What is FLAG?
Science-Based Targets initiative (SBTi) has developed sector-specific guidance for the forestry, land and agriculture (FLAG) sectors. FLAG offer a method to create separate Science-Based Targets (SBT) that include land-related emissions and removals. FLAG SBTs apply to a company’s land use change and land management emissions alongside any carbon removals and storage.

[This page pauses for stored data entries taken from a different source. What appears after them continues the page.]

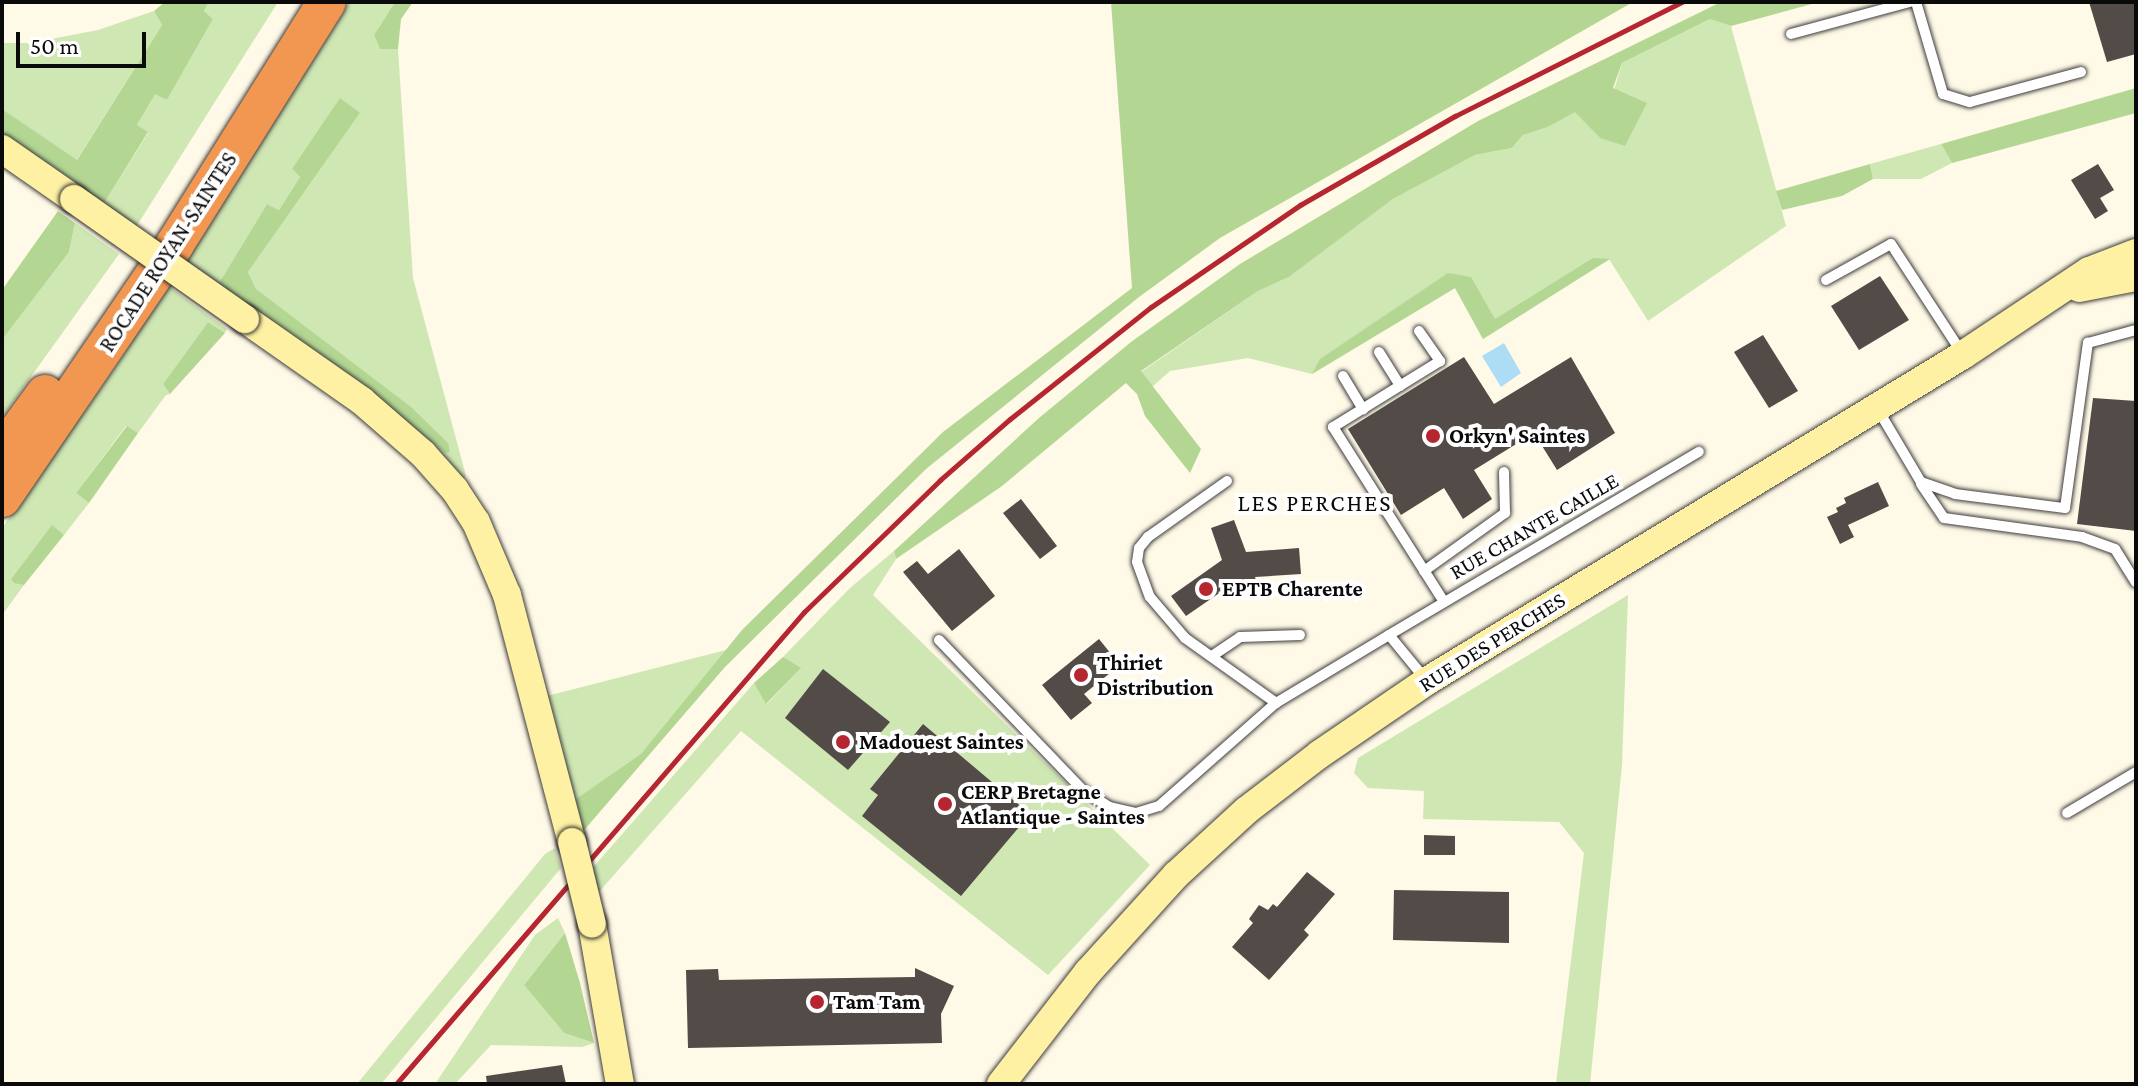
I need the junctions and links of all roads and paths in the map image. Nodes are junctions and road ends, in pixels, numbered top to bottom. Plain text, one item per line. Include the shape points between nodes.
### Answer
1 (297, 2) edge
2 (327, 2) edge
3 (1910, 2) edge
4 (1916, 2) edge
5 (1791, 34) dead end
6 (2081, 72) dead end
7 (2, 149) edge
8 (2136, 253) edge
9 (2136, 277) edge
10 (1826, 280) dead end
11 (2058, 292) junction
12 (2136, 330) edge
13 (1419, 331) dead end
14 (1379, 352) dead end
15 (1963, 355) junction
16 (1343, 376) dead end
17 (1400, 386) junction
18 (1876, 407) junction
19 (1363, 409) junction
20 (1699, 452) dead end
21 (2, 453) edge
22 (1504, 472) dead end
23 (1227, 481) dead end
24 (1921, 482) junction
25 (2, 498) edge
26 (1424, 571) junction
27 (2136, 582) edge
28 (1444, 602) junction
29 (1300, 635) dead end
30 (1389, 635) junction
31 (939, 640) dead end
32 (1212, 656) junction
33 (1427, 681) junction
34 (1276, 703) junction
35 (2136, 772) edge
36 (2067, 813) dead end
37 (620, 1084) edge
38 (1001, 1084) edge

1 - 21 highway, ROCADE ROYAN-SAINTES via 100,314
2 - 25 highway, ROCADE ROYAN-SAINTES via 175,244
3 - 5 lane
4 - 6 lane via 1943,94 1970,102
7 - 37 street, bridge via 362,401 455,490 476,522 507,595 592,924
8 - 11 street, RUE DES PERCHES via 2089,271
9 - 11 street, RUE DES PERCHES
10 - 15 lane via 1891,244
11 - 15 street, RUE DES PERCHES
12 - 24 lane via 2088,343 2065,508 1955,494
13 - 17 lane via 1440,361
14 - 17 lane
15 - 18 street, RUE DES PERCHES
16 - 19 lane
17 - 19 lane
18 - 24 lane
18 - 33 street, RUE DES PERCHES
19 - 26 lane via 1333,427
20 - 28 lane, RUE CHANTE CAILLE
22 - 26 lane via 1505,513
23 - 32 lane via 1148,537 1137,562 1150,597 1185,638
24 - 27 lane via 1944,518 2082,537 2115,549
26 - 28 lane
28 - 30 lane, RUE CHANTE CAILLE
29 - 32 lane via 1240,637
30 - 33 lane
30 - 34 lane, RUE CHANTE CAILLE
31 - 34 lane, RUE CHANTE CAILLE via 1084,791 1110,807 1136,813 1159,806
32 - 34 lane
33 - 38 street, RUE DES PERCHES via 1247,810 1176,875 1088,972
35 - 36 lane

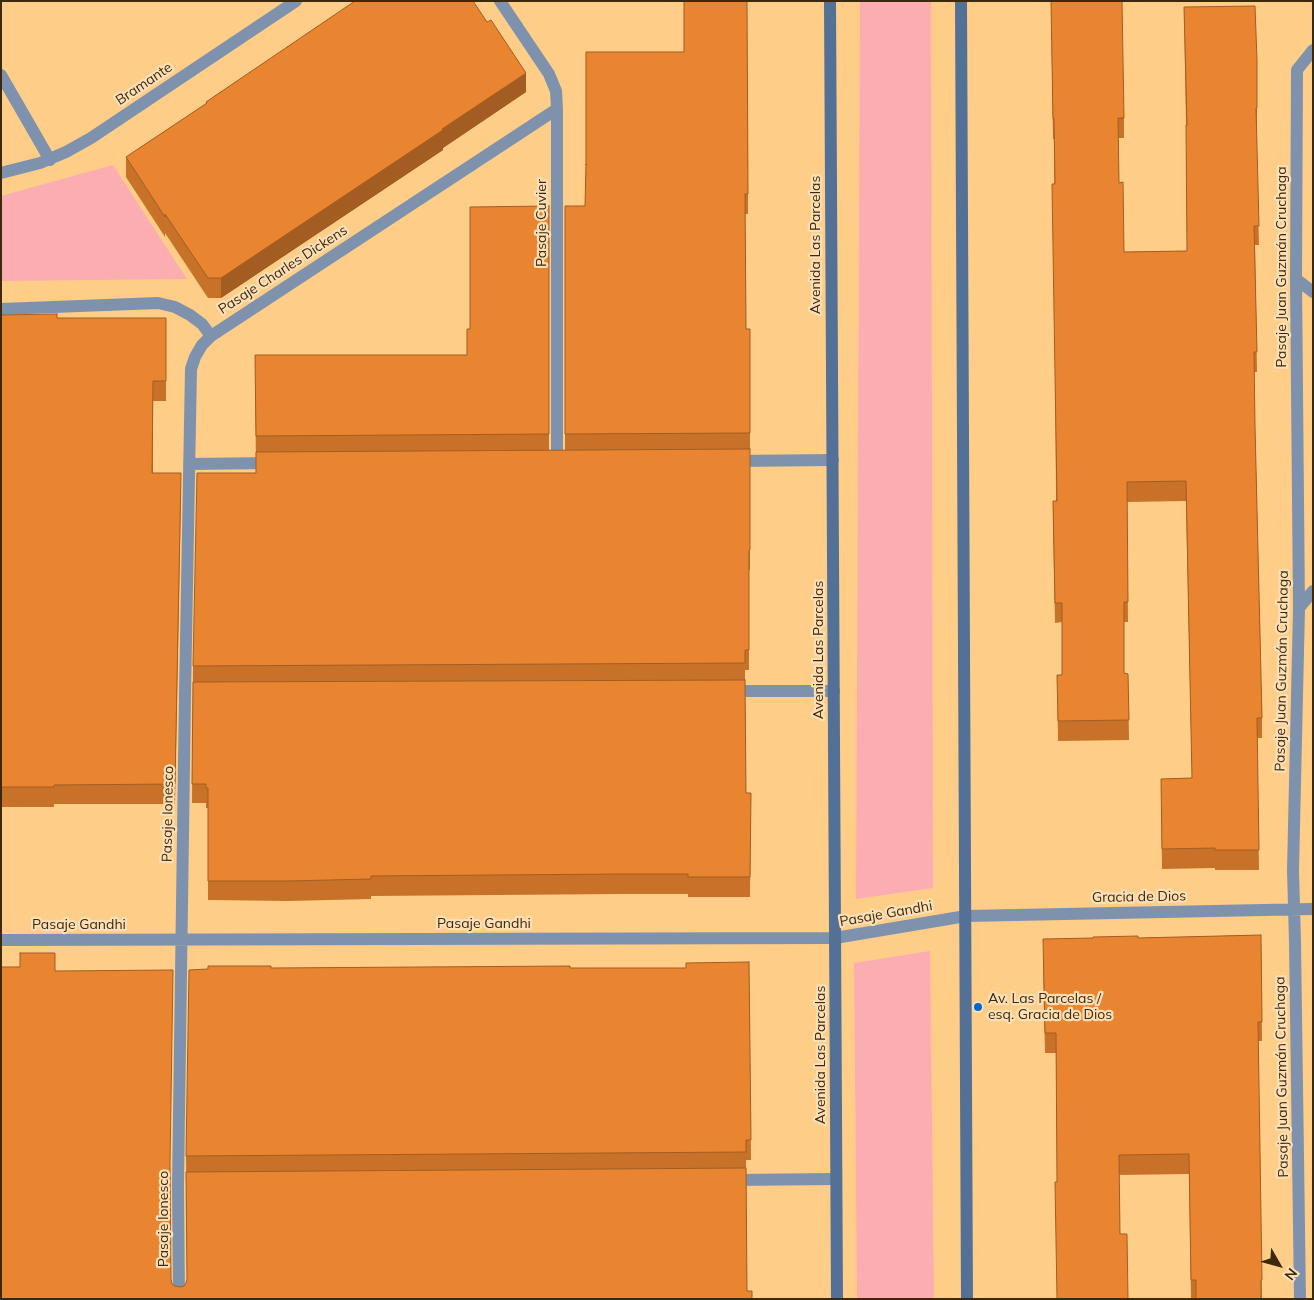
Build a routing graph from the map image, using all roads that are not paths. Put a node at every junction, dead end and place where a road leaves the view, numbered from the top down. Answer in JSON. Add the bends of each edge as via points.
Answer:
{"nodes":[{"id":1,"x":296,"y":1,"type":"edge"},
{"id":2,"x":500,"y":1,"type":"edge"},
{"id":3,"x":830,"y":1,"type":"edge"},
{"id":4,"x":961,"y":1,"type":"edge"},
{"id":5,"x":1313,"y":50,"type":"edge"},
{"id":6,"x":1,"y":75,"type":"edge"},
{"id":7,"x":557,"y":109,"type":"junction"},
{"id":8,"x":50,"y":160,"type":"junction"},
{"id":9,"x":1,"y":173,"type":"edge"},
{"id":10,"x":1296,"y":279,"type":"junction"},
{"id":11,"x":1313,"y":292,"type":"edge"},
{"id":12,"x":1,"y":309,"type":"edge"},
{"id":13,"x":211,"y":336,"type":"junction"},
{"id":14,"x":832,"y":460,"type":"junction"},
{"id":15,"x":724,"y":461,"type":"edge"},
{"id":16,"x":557,"y":462,"type":"edge"},
{"id":17,"x":289,"y":463,"type":"edge"},
{"id":18,"x":189,"y":464,"type":"junction"},
{"id":19,"x":1313,"y":591,"type":"edge"},
{"id":20,"x":1299,"y":608,"type":"junction"},
{"id":21,"x":714,"y":691,"type":"edge"},
{"id":22,"x":834,"y":691,"type":"junction"},
{"id":23,"x":1295,"y":909,"type":"junction"},
{"id":24,"x":1313,"y":909,"type":"edge"},
{"id":25,"x":966,"y":916,"type":"junction"},
{"id":26,"x":835,"y":938,"type":"junction"},
{"id":27,"x":1,"y":940,"type":"edge"},
{"id":28,"x":181,"y":940,"type":"junction"},
{"id":29,"x":836,"y":1179,"type":"junction"},
{"id":30,"x":716,"y":1180,"type":"edge"},
{"id":31,"x":179,"y":1299,"type":"edge"},
{"id":32,"x":837,"y":1299,"type":"edge"},
{"id":33,"x":967,"y":1299,"type":"edge"},
{"id":34,"x":1300,"y":1299,"type":"edge"}],
"edges":[{"from":1,"to":8,"type":"street","name":"Bramante","via":[[91,138]]},
{"from":2,"to":7,"type":"street","name":"Pasaje Cuvier","via":[[549,74],[556,91]]},
{"from":3,"to":14,"type":"street","name":"Avenida Las Parcelas"},
{"from":4,"to":25,"type":"street"},
{"from":5,"to":10,"type":"street","name":"Pasaje Juan Guzmán Cruchaga","via":[[1297,70]]},
{"from":6,"to":8,"type":"street"},
{"from":7,"to":13,"type":"street","name":"Pasaje Charles Dickens"},
{"from":7,"to":16,"type":"street","name":"Pasaje Cuvier"},
{"from":8,"to":9,"type":"street","name":"Bramante"},
{"from":10,"to":11,"type":"street"},
{"from":10,"to":20,"type":"street","name":"Pasaje Juan Guzmán Cruchaga"},
{"from":12,"to":13,"type":"street","via":[[158,303],[190,315]]},
{"from":13,"to":18,"type":"street","name":"Pasaje Ionesco","via":[[195,356],[191,368]]},
{"from":14,"to":15,"type":"street"},
{"from":14,"to":22,"type":"street","name":"Avenida Las Parcelas"},
{"from":17,"to":18,"type":"street"},
{"from":18,"to":28,"type":"street","name":"Pasaje Ionesco","via":[[190,694]]},
{"from":19,"to":20,"type":"street"},
{"from":20,"to":23,"type":"street","name":"Pasaje Juan Guzmán Cruchaga","via":[[1293,860]]},
{"from":21,"to":22,"type":"street"},
{"from":22,"to":26,"type":"street","name":"Avenida Las Parcelas"},
{"from":23,"to":24,"type":"street","name":"Gracia de Dios"},
{"from":23,"to":25,"type":"street","name":"Gracia de Dios"},
{"from":23,"to":34,"type":"street","name":"Pasaje Juan Guzmán Cruchaga"},
{"from":25,"to":26,"type":"street","name":"Pasaje Gandhi"},
{"from":25,"to":33,"type":"street"},
{"from":26,"to":28,"type":"street","name":"Pasaje Gandhi"},
{"from":26,"to":29,"type":"street","name":"Avenida Las Parcelas"},
{"from":27,"to":28,"type":"street","name":"Pasaje Gandhi"},
{"from":28,"to":31,"type":"street","name":"Pasaje Ionesco","via":[[183,1184]]},
{"from":29,"to":30,"type":"street"},
{"from":29,"to":32,"type":"street","name":"Avenida Las Parcelas"}]}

The FLAG guidance was released on the 28th September 2022. FLAG has fundamental implications for companies with SBTs and those processing SBTs as there will be a requirement to separate GHG inventories into FLAG and non-FLAG emissions, set separate science-based targets for FLAG and non-FLAG emissions and publicly commit to zero deforestation. All present the need for specialised support combing an understanding of the agri-food sector and in-depth expertise in setting SBTs.
What is an SBTi FLAG Target and How Does it Impact Your Sustainability Strategy?
SBTI FLAG target setting guidance aims to define:
- Who must set FLAG specific targets
- What is classed as a FLAG and NON-FLAG emission and high-level boundaries (e.g. inclusion of Land Use Change (LUC))
- The role of removals, acceptable nature-based removals and review the accounting of reductions
- Target setting approaches, ambition requirements and target language
- Reporting requirements
- Deforestation commitment requirement
What are FLAG emissions?
To set a FLAG target, companies must first accurately calculate their land-related emissions. The categories of land-related emissions are detailed below:
- Direct land use change associated with deforestation and forest degradation
- Indirect land use change associated with deforestation and forest degradation
- CH4 & N2O from manure management
- N2O from fertiliser
- N2O from crop residue
- CO2 from machinery use on farm
- CO2 from fertiliser production
- CH4 enteric emissions (Meat-Beef, Dairy)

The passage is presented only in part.